--- DATA TO EXAMINE Enclosed Below ---
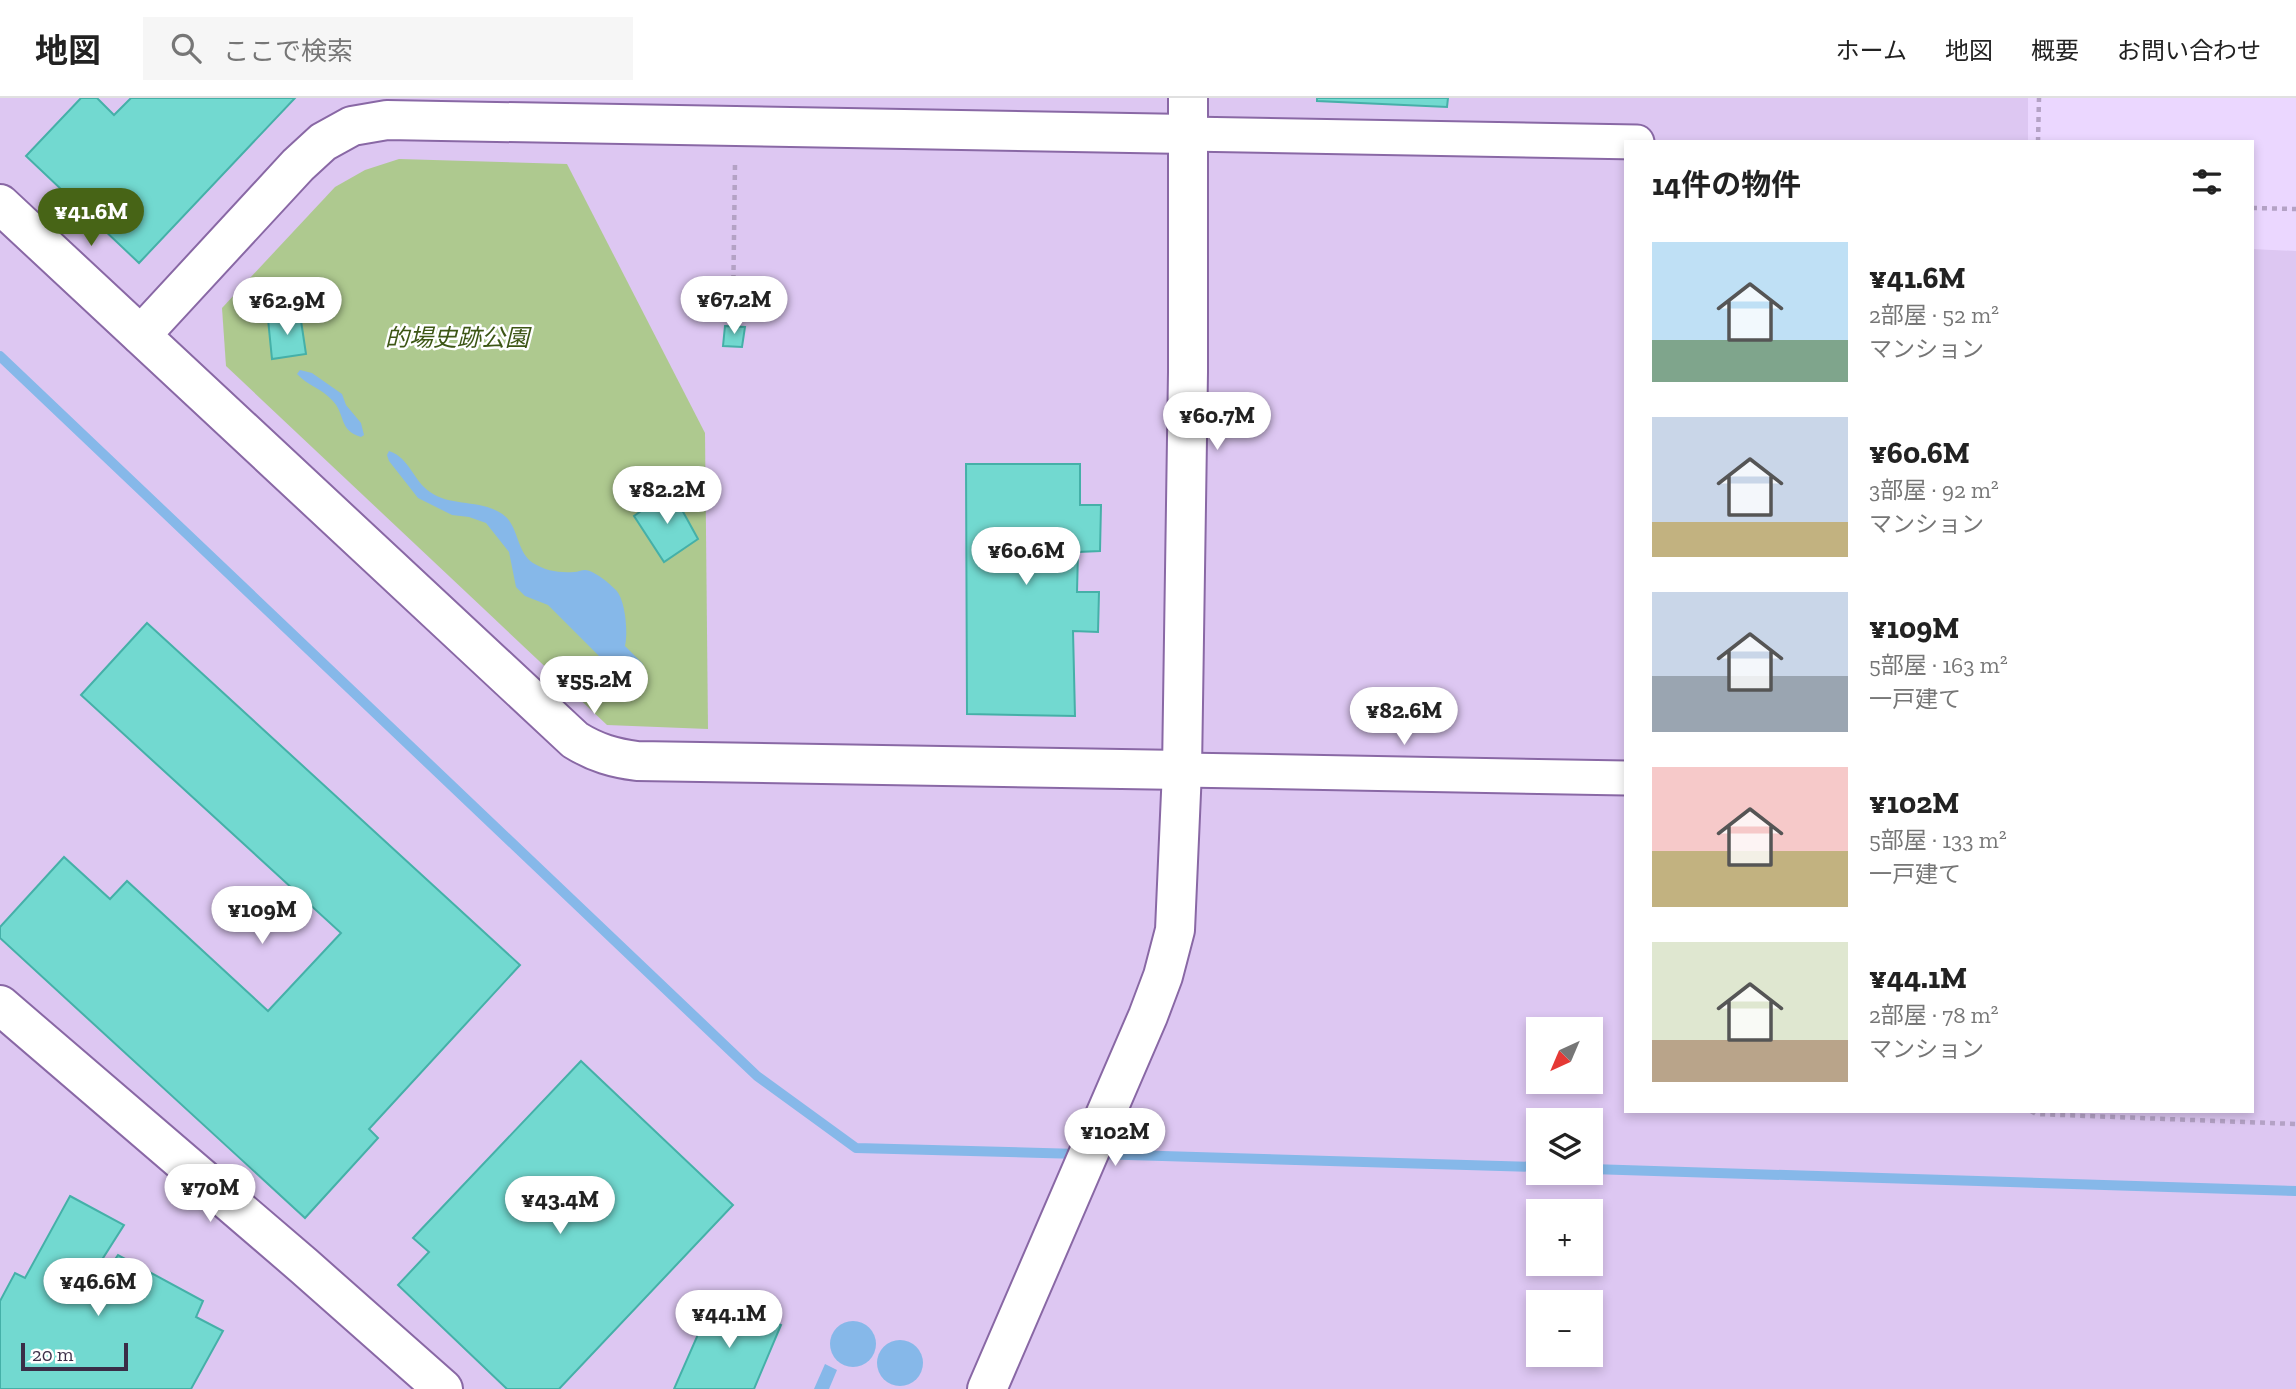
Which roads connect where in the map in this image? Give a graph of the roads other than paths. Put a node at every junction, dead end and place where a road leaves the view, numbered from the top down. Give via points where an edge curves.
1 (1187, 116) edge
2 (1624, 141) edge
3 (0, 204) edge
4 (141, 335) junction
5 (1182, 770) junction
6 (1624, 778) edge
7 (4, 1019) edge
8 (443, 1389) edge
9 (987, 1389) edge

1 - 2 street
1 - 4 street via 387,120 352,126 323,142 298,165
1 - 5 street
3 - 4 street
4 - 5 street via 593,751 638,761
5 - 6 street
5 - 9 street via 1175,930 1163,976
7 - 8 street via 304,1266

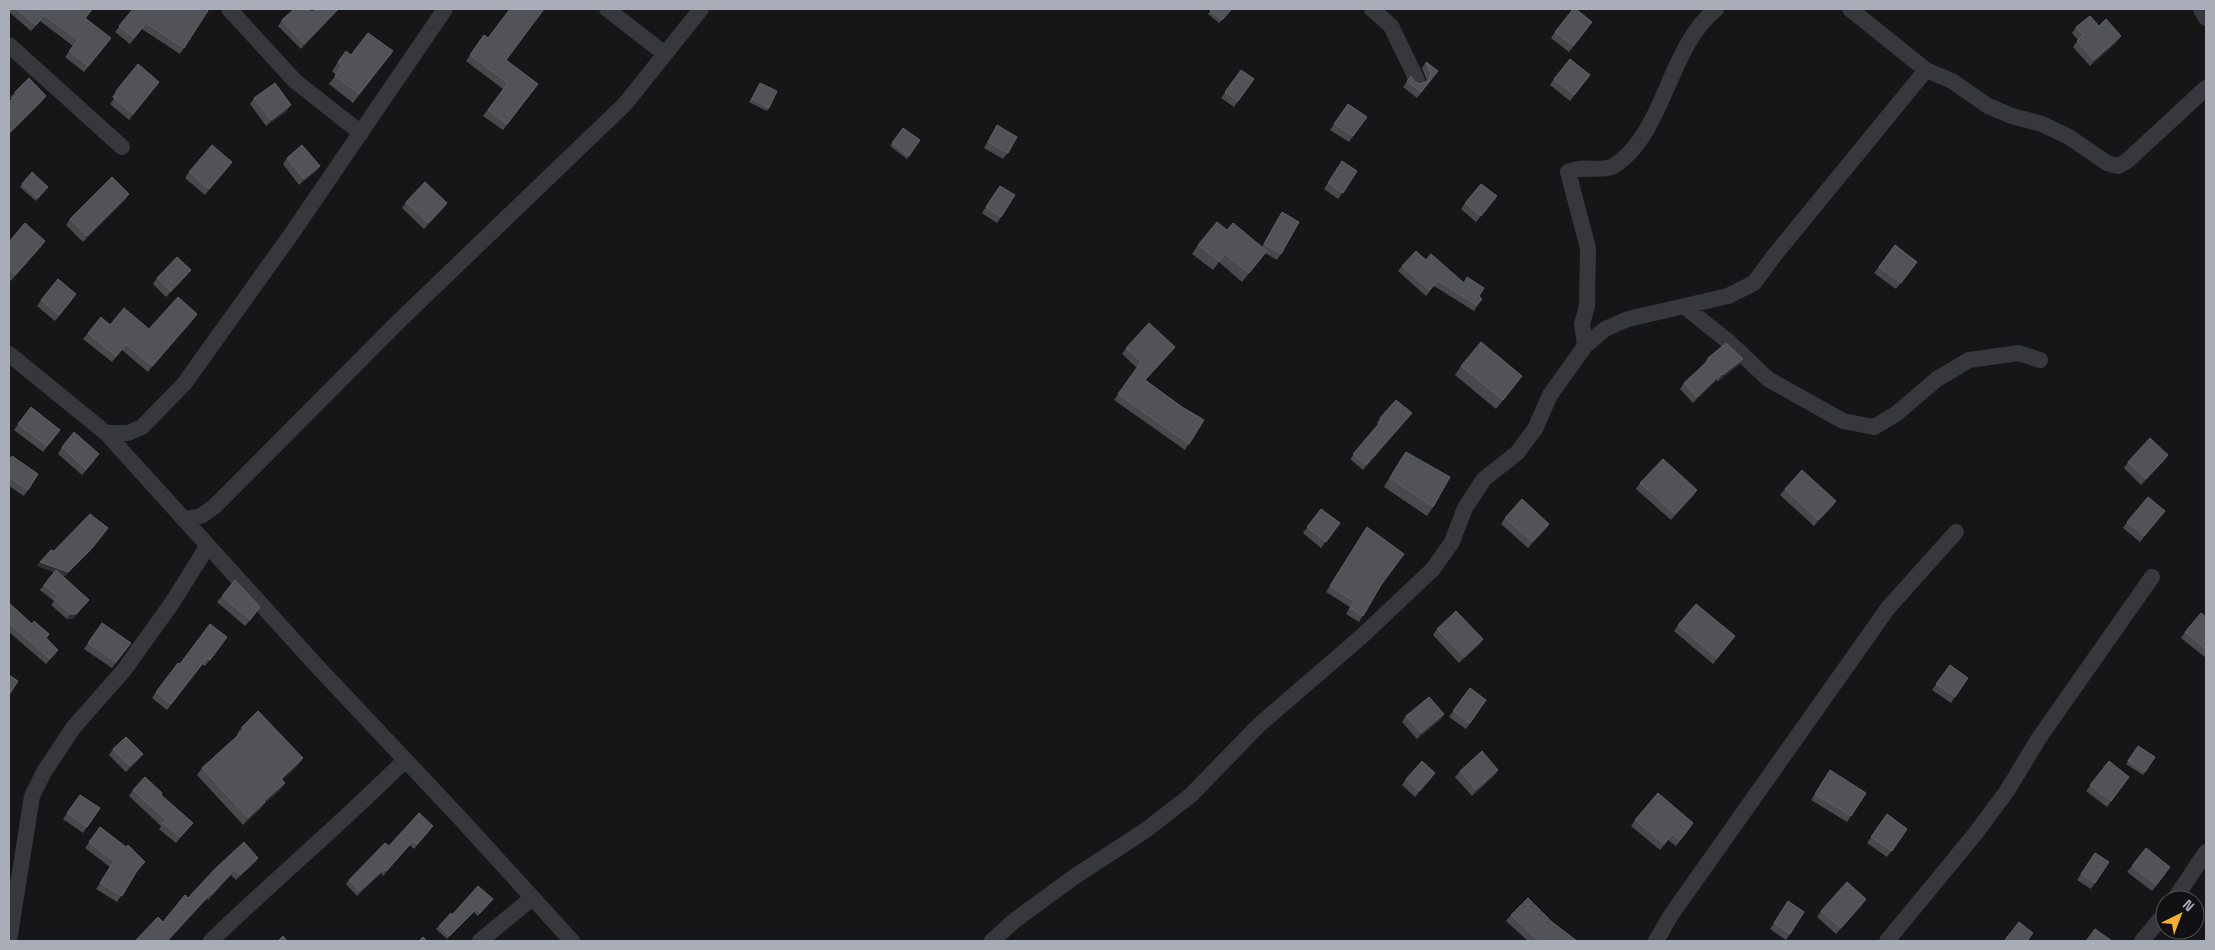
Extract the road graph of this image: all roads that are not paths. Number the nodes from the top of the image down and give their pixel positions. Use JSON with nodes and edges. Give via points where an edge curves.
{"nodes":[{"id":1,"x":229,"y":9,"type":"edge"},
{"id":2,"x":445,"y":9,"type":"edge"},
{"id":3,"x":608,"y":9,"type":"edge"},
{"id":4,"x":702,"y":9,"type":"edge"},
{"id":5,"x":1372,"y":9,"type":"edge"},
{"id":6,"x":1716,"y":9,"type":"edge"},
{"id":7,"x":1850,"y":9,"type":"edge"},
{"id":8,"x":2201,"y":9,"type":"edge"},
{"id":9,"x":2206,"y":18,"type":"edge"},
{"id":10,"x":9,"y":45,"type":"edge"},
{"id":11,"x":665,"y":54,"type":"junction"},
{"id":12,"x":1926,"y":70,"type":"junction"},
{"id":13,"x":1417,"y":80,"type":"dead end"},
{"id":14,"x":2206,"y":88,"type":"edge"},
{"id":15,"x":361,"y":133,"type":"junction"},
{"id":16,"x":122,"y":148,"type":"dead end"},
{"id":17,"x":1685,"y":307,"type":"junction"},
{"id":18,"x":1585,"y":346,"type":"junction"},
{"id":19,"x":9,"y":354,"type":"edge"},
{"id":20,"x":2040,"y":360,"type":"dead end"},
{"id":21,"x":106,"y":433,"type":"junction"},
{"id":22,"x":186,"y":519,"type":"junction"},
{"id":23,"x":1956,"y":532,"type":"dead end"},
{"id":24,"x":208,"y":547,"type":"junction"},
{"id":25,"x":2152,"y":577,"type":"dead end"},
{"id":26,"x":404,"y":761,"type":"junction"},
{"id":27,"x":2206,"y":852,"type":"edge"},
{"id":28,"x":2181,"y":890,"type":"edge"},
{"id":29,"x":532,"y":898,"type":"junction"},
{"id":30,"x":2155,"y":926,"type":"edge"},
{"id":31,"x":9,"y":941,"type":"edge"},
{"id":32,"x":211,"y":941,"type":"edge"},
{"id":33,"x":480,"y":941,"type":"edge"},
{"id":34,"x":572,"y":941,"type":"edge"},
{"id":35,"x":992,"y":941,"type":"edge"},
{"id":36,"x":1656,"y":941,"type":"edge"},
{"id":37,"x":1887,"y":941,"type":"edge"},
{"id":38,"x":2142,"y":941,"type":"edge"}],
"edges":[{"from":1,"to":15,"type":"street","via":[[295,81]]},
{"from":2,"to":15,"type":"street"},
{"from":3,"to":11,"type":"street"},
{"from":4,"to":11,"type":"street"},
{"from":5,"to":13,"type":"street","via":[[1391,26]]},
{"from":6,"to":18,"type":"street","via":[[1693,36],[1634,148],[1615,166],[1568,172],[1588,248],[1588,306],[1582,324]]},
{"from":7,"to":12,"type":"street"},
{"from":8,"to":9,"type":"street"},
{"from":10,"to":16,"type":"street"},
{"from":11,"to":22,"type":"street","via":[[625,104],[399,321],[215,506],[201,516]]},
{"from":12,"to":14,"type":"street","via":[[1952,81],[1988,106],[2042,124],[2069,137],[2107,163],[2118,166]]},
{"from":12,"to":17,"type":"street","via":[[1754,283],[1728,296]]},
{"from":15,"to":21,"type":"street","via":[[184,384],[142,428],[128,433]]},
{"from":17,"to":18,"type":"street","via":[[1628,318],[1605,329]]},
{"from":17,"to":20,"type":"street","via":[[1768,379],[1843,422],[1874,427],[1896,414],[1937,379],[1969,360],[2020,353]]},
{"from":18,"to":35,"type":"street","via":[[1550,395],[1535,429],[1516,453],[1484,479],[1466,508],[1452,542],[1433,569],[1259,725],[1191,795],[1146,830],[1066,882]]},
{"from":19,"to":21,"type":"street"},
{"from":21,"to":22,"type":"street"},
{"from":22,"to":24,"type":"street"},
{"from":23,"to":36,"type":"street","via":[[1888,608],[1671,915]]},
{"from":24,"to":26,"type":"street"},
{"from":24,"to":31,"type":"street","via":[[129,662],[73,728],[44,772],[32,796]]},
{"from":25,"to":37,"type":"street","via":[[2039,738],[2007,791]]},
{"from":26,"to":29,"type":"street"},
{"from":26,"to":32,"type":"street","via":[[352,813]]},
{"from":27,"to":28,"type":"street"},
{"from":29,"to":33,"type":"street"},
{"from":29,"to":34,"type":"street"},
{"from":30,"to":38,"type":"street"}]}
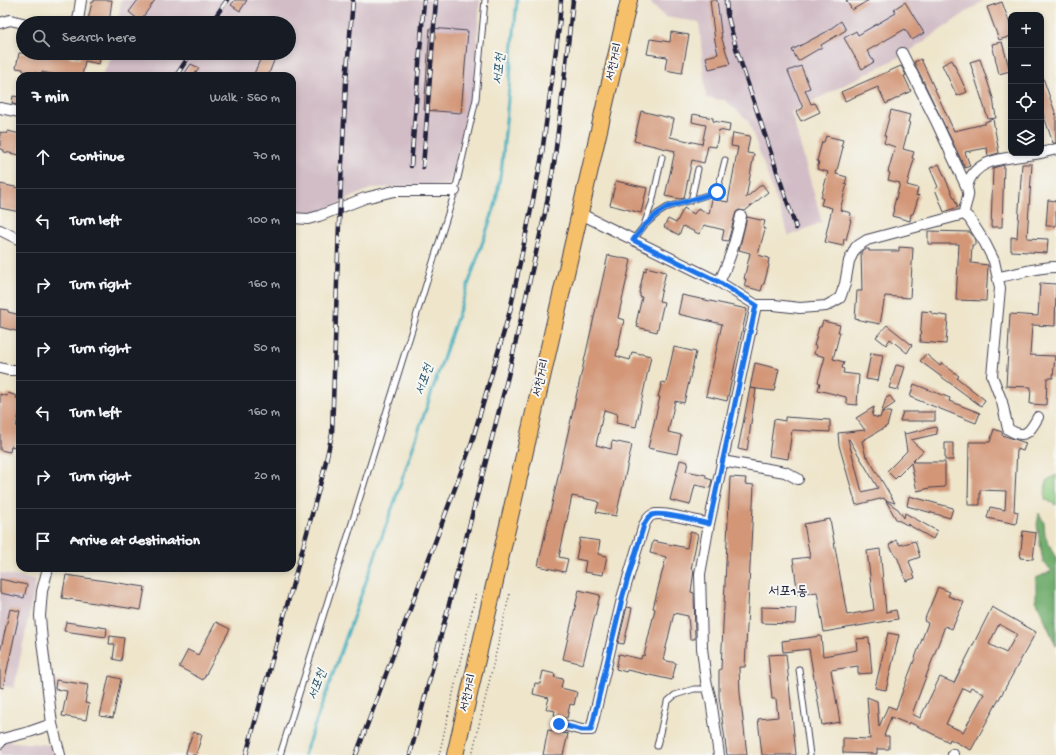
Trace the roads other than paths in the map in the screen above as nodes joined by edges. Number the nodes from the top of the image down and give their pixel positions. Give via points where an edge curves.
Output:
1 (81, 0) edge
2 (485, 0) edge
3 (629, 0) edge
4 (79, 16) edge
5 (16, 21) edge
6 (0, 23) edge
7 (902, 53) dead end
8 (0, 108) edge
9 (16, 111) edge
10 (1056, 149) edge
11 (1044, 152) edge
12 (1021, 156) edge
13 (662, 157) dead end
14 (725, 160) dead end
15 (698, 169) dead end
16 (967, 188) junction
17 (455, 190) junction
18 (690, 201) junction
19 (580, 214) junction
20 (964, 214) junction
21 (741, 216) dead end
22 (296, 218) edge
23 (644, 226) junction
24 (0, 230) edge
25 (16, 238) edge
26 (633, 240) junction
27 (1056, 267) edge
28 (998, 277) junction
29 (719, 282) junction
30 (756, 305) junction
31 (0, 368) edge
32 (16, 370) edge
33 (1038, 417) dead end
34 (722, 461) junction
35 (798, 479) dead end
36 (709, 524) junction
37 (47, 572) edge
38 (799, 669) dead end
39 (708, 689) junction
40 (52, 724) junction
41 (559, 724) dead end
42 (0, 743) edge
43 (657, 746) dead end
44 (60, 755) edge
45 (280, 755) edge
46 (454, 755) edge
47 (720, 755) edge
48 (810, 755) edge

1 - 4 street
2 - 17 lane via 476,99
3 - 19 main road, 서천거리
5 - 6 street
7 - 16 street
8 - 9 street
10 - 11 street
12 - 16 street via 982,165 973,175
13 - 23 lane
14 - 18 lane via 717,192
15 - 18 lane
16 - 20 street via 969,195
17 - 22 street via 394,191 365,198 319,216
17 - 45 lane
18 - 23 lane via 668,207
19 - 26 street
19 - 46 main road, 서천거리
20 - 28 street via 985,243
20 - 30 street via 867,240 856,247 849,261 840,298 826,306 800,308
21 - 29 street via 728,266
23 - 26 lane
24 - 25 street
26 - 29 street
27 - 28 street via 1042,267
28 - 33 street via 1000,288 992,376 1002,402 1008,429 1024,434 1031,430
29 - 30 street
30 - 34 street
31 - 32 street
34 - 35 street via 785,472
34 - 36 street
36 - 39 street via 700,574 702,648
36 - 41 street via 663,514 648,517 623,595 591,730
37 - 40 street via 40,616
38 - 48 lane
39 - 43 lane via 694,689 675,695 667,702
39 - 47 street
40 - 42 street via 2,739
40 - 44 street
--- End of Enclosed DATA TO EXAMINE ---
§ **THE PROBLEM**: Each line that holds the string "image" is to be copied from the entries above.

§ **EXERCISE ANSWER**:
Which roads connect where in the map in this image? Give a graph of the roads other than paths. Put a node at every junction, dead end and place where a road leaves the view, numbered from the top down. Give via points where an edge curves.
Extract the road graph of this image: all roads that are not paths. Number the nodes from the top of the image down and give their pixel positions. Use JSON with nodes and edges. Give via points where an edge curves.
Trace the roads other than paths in the map in the screen above as nodes joined by edges. Number the nodes from the top of the image down and give their pixel positions. Give via points where an edge curves.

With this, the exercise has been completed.